Station d’essai et d’erreur
La nuit est encore jeune est le nom de cet album, mais aussi celui d’un livre-manifeste, paru en septembre 2017. Le collectif y écrit : "Le réel n’est pas un musée et nous ne voulons pas nous satisfaire de toucher le monde avec les yeux. Nous voulons le prendre à bras-le-corps et nous salir les mains."
Alors, Catastrophe agit-il ? Arthur expose : "Nous avons mis le doigt sur quelque chose qui nous obsédait : notre rapport à la politique et à l’engagement. Un artiste doit-il s’engager ou doit-il rester libre ? Chacun a des opinions différentes dans le collectif. Nous défendons l’importance du doute et de la contradiction."

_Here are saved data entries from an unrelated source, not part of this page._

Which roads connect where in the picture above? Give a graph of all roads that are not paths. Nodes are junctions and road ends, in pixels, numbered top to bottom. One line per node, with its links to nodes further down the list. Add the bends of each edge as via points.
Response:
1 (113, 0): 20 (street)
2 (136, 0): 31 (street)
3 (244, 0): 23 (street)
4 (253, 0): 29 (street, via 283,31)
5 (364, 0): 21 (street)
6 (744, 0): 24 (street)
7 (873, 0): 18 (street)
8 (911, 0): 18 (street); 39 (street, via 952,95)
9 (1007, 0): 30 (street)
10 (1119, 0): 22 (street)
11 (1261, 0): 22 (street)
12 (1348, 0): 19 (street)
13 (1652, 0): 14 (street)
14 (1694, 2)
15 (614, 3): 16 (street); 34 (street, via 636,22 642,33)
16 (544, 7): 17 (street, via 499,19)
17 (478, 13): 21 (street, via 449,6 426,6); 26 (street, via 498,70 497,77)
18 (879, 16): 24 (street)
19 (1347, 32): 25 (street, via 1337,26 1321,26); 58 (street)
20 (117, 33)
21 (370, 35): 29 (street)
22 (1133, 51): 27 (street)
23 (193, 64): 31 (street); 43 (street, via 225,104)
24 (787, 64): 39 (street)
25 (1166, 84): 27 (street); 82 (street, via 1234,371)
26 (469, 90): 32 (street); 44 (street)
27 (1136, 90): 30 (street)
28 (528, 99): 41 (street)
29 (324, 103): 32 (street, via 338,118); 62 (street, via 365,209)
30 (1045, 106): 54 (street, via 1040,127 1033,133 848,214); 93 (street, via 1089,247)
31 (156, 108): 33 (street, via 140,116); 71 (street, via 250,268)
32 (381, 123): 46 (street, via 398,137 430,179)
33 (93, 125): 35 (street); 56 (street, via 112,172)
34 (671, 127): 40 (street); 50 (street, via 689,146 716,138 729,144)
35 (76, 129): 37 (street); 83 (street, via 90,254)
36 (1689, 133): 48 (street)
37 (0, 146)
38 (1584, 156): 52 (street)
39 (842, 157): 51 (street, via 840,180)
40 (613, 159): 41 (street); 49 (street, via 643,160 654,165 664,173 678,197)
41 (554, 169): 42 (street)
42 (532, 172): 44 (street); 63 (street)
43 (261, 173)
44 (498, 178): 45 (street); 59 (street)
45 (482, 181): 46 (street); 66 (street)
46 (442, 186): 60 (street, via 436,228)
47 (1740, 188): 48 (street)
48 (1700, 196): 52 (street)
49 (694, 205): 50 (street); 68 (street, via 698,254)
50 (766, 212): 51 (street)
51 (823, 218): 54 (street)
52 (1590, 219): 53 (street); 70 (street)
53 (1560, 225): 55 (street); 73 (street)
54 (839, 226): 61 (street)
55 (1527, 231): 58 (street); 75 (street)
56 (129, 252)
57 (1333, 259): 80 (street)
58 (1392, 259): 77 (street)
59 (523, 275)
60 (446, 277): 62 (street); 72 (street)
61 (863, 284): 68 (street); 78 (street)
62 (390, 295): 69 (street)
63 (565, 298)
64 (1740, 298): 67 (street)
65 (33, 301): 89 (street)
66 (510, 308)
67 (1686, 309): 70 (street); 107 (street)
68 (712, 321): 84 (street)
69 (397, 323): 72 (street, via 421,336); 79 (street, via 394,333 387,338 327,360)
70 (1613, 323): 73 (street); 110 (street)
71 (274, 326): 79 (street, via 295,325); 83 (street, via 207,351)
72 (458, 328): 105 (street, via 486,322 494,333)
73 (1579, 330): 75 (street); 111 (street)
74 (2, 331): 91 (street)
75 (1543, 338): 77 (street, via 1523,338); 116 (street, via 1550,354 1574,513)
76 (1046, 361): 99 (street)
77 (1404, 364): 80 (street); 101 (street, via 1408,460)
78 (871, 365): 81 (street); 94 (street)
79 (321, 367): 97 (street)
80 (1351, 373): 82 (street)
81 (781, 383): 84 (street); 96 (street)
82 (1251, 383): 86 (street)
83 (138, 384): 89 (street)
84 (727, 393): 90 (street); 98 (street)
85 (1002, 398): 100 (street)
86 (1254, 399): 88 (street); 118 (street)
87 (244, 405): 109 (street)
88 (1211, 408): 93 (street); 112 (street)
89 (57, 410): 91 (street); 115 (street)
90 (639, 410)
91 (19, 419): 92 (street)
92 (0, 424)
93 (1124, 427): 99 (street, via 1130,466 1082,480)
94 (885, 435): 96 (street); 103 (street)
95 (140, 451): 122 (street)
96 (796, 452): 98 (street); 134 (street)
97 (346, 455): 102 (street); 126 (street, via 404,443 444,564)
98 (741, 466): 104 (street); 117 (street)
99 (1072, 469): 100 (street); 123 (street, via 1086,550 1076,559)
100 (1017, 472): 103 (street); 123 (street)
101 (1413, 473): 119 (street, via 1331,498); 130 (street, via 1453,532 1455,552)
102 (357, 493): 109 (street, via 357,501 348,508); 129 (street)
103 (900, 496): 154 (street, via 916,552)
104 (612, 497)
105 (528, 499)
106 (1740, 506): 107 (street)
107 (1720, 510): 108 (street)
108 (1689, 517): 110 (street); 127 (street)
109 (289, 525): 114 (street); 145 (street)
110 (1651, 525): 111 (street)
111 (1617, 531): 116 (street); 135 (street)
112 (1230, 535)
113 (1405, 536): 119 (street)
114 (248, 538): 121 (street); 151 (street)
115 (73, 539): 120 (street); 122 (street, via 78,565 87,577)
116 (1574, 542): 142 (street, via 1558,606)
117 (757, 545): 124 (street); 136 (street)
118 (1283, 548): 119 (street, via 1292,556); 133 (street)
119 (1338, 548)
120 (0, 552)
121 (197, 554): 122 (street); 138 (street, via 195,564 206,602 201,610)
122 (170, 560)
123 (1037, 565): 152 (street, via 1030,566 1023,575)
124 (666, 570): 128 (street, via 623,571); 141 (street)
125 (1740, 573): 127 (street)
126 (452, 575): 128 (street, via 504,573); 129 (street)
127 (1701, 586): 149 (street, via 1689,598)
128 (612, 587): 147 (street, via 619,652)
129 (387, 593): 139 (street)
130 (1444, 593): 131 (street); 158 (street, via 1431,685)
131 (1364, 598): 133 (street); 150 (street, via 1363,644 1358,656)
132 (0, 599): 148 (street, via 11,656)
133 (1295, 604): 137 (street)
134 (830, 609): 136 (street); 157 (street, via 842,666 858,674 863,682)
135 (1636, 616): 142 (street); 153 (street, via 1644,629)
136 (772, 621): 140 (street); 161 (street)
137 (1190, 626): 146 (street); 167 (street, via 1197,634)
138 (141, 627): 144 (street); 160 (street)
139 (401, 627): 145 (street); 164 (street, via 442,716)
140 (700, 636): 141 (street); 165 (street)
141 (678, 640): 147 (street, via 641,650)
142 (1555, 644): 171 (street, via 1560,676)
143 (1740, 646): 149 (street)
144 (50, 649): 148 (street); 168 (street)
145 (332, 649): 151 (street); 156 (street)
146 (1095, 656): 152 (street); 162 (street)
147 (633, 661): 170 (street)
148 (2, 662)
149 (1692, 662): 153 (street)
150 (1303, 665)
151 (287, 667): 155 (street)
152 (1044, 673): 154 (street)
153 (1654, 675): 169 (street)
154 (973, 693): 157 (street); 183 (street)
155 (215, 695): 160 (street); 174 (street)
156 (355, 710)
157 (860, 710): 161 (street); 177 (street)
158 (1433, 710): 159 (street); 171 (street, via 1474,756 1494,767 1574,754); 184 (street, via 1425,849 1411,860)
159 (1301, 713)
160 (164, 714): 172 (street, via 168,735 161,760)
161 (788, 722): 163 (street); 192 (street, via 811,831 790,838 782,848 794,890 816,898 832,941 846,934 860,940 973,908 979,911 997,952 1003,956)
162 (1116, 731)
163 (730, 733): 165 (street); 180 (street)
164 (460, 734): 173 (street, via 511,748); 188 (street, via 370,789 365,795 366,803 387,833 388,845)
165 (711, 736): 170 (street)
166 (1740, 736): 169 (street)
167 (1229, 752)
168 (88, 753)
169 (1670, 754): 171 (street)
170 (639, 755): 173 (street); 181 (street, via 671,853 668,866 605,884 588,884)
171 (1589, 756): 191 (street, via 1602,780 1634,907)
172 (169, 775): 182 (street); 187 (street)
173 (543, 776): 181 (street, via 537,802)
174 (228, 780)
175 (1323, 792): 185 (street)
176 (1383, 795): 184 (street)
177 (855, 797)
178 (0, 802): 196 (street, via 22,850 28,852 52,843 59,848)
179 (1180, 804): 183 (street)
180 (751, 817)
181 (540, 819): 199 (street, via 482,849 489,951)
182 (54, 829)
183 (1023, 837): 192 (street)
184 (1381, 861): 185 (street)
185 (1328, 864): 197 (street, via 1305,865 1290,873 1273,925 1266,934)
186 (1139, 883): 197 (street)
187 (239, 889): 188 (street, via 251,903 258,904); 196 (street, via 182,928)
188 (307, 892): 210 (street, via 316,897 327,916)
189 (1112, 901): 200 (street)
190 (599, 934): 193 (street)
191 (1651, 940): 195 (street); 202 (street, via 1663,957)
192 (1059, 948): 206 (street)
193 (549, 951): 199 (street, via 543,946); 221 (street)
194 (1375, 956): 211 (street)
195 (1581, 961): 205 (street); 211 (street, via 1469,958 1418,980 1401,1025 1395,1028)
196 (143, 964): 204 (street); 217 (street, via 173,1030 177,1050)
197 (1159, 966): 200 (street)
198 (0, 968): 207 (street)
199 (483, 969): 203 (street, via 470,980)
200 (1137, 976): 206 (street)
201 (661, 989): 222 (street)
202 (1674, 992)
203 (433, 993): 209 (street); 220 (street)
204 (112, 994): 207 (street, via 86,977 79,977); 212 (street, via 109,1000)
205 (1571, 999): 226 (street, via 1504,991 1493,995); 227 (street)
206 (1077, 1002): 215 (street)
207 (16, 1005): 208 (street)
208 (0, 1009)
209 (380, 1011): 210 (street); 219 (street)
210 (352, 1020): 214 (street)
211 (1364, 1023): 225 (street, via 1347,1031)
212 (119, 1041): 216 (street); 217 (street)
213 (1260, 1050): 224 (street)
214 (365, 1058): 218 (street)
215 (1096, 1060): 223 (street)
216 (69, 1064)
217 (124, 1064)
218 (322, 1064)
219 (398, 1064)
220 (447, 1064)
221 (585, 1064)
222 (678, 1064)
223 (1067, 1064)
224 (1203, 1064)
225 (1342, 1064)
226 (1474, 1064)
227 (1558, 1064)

À Munich, en Allemagne, Catastrophe a pu se questionner et imaginer. Le théâtre Kammerspiele avait invité plusieurs artistes à venir travailler, cinquante après, sur le thème de Mai 1968. Arthur : "Il s’agissait de retrouver l’imagination (créatrice) au pouvoir. Nous avons créé notre station d’essai et d’erreur. Lors d’ateliers avec des lycéens et étudiants, mais aussi sur Internet, nous avions demandé des idées que nous pourrions réaliser dans la mesure de nos moyens." Pierre ajoute : "Nous en avons développé certaines, comme des badges destinés à résoudre le problème de la non-communication entre les individus. Nous souhaitions aussi développer une application pour que des gens se rencontrent sans rien avoir en commun."
Dada
Six à huit membres de Catastrophe sont restés trois semaines en Allemagne. Les Français ont peut-être senti planer la présence de Marcel Duchamp dans la capitale bavaroise. Le dadaïste y avait séjourné durant trois mois en 1912, abandonnant la peinture avant de se lancer dans ses fameux ready-made (porte-bouteilles, urinoir…).

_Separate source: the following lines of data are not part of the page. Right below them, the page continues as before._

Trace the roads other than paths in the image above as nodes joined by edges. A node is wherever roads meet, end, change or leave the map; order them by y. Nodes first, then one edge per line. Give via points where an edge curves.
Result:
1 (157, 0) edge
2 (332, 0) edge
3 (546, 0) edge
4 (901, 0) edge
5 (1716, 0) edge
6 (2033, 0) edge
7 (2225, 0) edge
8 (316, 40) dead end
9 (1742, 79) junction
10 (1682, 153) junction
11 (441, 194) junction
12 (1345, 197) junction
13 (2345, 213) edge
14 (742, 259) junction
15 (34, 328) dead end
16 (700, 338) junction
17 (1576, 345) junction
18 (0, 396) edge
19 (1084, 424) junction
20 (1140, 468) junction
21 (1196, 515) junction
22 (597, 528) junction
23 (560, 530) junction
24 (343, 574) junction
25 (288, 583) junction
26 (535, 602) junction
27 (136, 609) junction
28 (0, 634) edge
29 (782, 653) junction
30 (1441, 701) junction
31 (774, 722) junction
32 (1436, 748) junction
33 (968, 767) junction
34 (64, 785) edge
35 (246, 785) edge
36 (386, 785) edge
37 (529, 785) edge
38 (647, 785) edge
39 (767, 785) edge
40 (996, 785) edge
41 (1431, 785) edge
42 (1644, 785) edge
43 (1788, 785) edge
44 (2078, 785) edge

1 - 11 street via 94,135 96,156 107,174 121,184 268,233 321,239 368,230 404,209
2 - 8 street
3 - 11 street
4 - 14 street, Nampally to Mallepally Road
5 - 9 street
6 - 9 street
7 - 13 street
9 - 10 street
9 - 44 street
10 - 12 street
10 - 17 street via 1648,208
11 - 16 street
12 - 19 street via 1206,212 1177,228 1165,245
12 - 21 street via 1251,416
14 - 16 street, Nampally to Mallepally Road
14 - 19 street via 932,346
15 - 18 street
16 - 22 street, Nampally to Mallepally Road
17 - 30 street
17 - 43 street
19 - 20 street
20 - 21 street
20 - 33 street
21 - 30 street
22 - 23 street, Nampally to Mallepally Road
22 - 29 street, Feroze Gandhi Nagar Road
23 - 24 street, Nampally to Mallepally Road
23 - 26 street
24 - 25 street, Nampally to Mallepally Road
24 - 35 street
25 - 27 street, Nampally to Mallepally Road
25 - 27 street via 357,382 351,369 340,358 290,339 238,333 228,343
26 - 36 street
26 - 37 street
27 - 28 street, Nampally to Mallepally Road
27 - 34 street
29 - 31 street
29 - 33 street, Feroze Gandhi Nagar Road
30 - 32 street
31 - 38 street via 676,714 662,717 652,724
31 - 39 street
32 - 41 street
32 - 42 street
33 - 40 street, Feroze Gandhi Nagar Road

Les passants ont pu assister à un concert muet donné derrière la vitrine d’un magasin. Le collectif a en revanche fait parler les nombreuses statues de la ville en les affublant de panneaux : "Les statues meurent aussi", "Tout disparaîtra"… Comme une sorte de manifestation muette. L’art comme un substitut à la révolte, comme une réponse à un déficit d’imprévisible. Mais à ne pas trop prendre au sérieux.